● Exercise directions
The answer must consist of the records, repeated exactly.

● Material for the task
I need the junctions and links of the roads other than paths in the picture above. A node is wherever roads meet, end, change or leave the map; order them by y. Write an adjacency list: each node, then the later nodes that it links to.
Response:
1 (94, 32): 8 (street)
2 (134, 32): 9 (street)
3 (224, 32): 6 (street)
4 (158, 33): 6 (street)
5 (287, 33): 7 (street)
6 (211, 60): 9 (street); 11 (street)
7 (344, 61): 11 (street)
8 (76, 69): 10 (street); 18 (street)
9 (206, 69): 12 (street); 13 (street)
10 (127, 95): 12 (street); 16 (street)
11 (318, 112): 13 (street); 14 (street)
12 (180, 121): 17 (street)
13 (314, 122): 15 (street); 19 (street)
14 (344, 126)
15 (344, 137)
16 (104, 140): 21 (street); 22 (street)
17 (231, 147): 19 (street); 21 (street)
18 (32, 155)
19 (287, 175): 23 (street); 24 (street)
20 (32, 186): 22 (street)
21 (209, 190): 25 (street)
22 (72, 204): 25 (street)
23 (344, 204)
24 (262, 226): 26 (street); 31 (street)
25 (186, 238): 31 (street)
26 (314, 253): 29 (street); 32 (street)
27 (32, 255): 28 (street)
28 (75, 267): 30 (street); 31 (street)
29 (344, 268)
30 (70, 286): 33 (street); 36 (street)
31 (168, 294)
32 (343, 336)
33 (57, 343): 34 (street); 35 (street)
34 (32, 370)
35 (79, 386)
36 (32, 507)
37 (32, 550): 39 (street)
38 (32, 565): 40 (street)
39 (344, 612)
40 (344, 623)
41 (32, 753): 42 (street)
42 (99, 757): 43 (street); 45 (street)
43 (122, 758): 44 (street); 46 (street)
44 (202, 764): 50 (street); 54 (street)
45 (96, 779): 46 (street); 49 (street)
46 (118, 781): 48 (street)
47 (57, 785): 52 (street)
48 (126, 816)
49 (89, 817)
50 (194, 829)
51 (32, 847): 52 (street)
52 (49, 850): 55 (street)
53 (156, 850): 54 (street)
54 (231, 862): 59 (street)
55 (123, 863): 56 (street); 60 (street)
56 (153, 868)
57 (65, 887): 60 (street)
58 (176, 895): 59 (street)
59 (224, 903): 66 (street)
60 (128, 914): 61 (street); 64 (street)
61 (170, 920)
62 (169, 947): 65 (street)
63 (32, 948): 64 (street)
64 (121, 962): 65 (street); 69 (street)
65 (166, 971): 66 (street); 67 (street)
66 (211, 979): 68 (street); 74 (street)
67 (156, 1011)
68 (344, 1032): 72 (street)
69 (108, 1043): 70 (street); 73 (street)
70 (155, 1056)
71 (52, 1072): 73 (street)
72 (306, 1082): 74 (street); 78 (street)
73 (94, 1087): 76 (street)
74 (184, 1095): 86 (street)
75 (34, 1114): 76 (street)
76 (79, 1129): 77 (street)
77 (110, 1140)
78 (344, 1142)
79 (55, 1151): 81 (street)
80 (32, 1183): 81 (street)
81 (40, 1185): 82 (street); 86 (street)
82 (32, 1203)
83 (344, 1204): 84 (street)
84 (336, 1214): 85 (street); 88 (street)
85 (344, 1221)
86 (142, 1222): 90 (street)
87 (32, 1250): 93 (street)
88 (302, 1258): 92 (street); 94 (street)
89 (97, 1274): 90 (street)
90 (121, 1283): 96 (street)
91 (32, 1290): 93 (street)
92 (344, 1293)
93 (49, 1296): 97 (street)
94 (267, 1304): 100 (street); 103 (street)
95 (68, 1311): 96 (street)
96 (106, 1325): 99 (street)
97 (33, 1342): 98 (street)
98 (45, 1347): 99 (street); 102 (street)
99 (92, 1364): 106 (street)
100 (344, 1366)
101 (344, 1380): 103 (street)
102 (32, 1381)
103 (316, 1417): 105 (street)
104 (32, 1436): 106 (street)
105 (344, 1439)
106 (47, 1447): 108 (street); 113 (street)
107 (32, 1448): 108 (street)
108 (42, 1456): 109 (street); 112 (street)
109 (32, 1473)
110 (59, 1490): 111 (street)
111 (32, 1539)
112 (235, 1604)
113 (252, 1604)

● Result of the task
I need the junctions and links of the roads other than paths in the picture above. A node is wherever roads meet, end, change or leave the map; order them by y. Write an adjacency list: each node, then the later nodes that it links to.
Response:
1 (94, 32): 8 (street)
2 (134, 32): 9 (street)
3 (224, 32): 6 (street)
4 (158, 33): 6 (street)
5 (287, 33): 7 (street)
6 (211, 60): 9 (street); 11 (street)
7 (344, 61): 11 (street)
8 (76, 69): 10 (street); 18 (street)
9 (206, 69): 12 (street); 13 (street)
10 (127, 95): 12 (street); 16 (street)
11 (318, 112): 13 (street); 14 (street)
12 (180, 121): 17 (street)
13 (314, 122): 15 (street); 19 (street)
14 (344, 126)
15 (344, 137)
16 (104, 140): 21 (street); 22 (street)
17 (231, 147): 19 (street); 21 (street)
18 (32, 155)
19 (287, 175): 23 (street); 24 (street)
20 (32, 186): 22 (street)
21 (209, 190): 25 (street)
22 (72, 204): 25 (street)
23 (344, 204)
24 (262, 226): 26 (street); 31 (street)
25 (186, 238): 31 (street)
26 (314, 253): 29 (street); 32 (street)
27 (32, 255): 28 (street)
28 (75, 267): 30 (street); 31 (street)
29 (344, 268)
30 (70, 286): 33 (street); 36 (street)
31 (168, 294)
32 (343, 336)
33 (57, 343): 34 (street); 35 (street)
34 (32, 370)
35 (79, 386)
36 (32, 507)
37 (32, 550): 39 (street)
38 (32, 565): 40 (street)
39 (344, 612)
40 (344, 623)
41 (32, 753): 42 (street)
42 (99, 757): 43 (street); 45 (street)
43 (122, 758): 44 (street); 46 (street)
44 (202, 764): 50 (street); 54 (street)
45 (96, 779): 46 (street); 49 (street)
46 (118, 781): 48 (street)
47 (57, 785): 52 (street)
48 (126, 816)
49 (89, 817)
50 (194, 829)
51 (32, 847): 52 (street)
52 (49, 850): 55 (street)
53 (156, 850): 54 (street)
54 (231, 862): 59 (street)
55 (123, 863): 56 (street); 60 (street)
56 (153, 868)
57 (65, 887): 60 (street)
58 (176, 895): 59 (street)
59 (224, 903): 66 (street)
60 (128, 914): 61 (street); 64 (street)
61 (170, 920)
62 (169, 947): 65 (street)
63 (32, 948): 64 (street)
64 (121, 962): 65 (street); 69 (street)
65 (166, 971): 66 (street); 67 (street)
66 (211, 979): 68 (street); 74 (street)
67 (156, 1011)
68 (344, 1032): 72 (street)
69 (108, 1043): 70 (street); 73 (street)
70 (155, 1056)
71 (52, 1072): 73 (street)
72 (306, 1082): 74 (street); 78 (street)
73 (94, 1087): 76 (street)
74 (184, 1095): 86 (street)
75 (34, 1114): 76 (street)
76 (79, 1129): 77 (street)
77 (110, 1140)
78 (344, 1142)
79 (55, 1151): 81 (street)
80 (32, 1183): 81 (street)
81 (40, 1185): 82 (street); 86 (street)
82 (32, 1203)
83 (344, 1204): 84 (street)
84 (336, 1214): 85 (street); 88 (street)
85 (344, 1221)
86 (142, 1222): 90 (street)
87 (32, 1250): 93 (street)
88 (302, 1258): 92 (street); 94 (street)
89 (97, 1274): 90 (street)
90 (121, 1283): 96 (street)
91 (32, 1290): 93 (street)
92 (344, 1293)
93 (49, 1296): 97 (street)
94 (267, 1304): 100 (street); 103 (street)
95 (68, 1311): 96 (street)
96 (106, 1325): 99 (street)
97 (33, 1342): 98 (street)
98 (45, 1347): 99 (street); 102 (street)
99 (92, 1364): 106 (street)
100 (344, 1366)
101 (344, 1380): 103 (street)
102 (32, 1381)
103 (316, 1417): 105 (street)
104 (32, 1436): 106 (street)
105 (344, 1439)
106 (47, 1447): 108 (street); 113 (street)
107 (32, 1448): 108 (street)
108 (42, 1456): 109 (street); 112 (street)
109 (32, 1473)
110 (59, 1490): 111 (street)
111 (32, 1539)
112 (235, 1604)
113 (252, 1604)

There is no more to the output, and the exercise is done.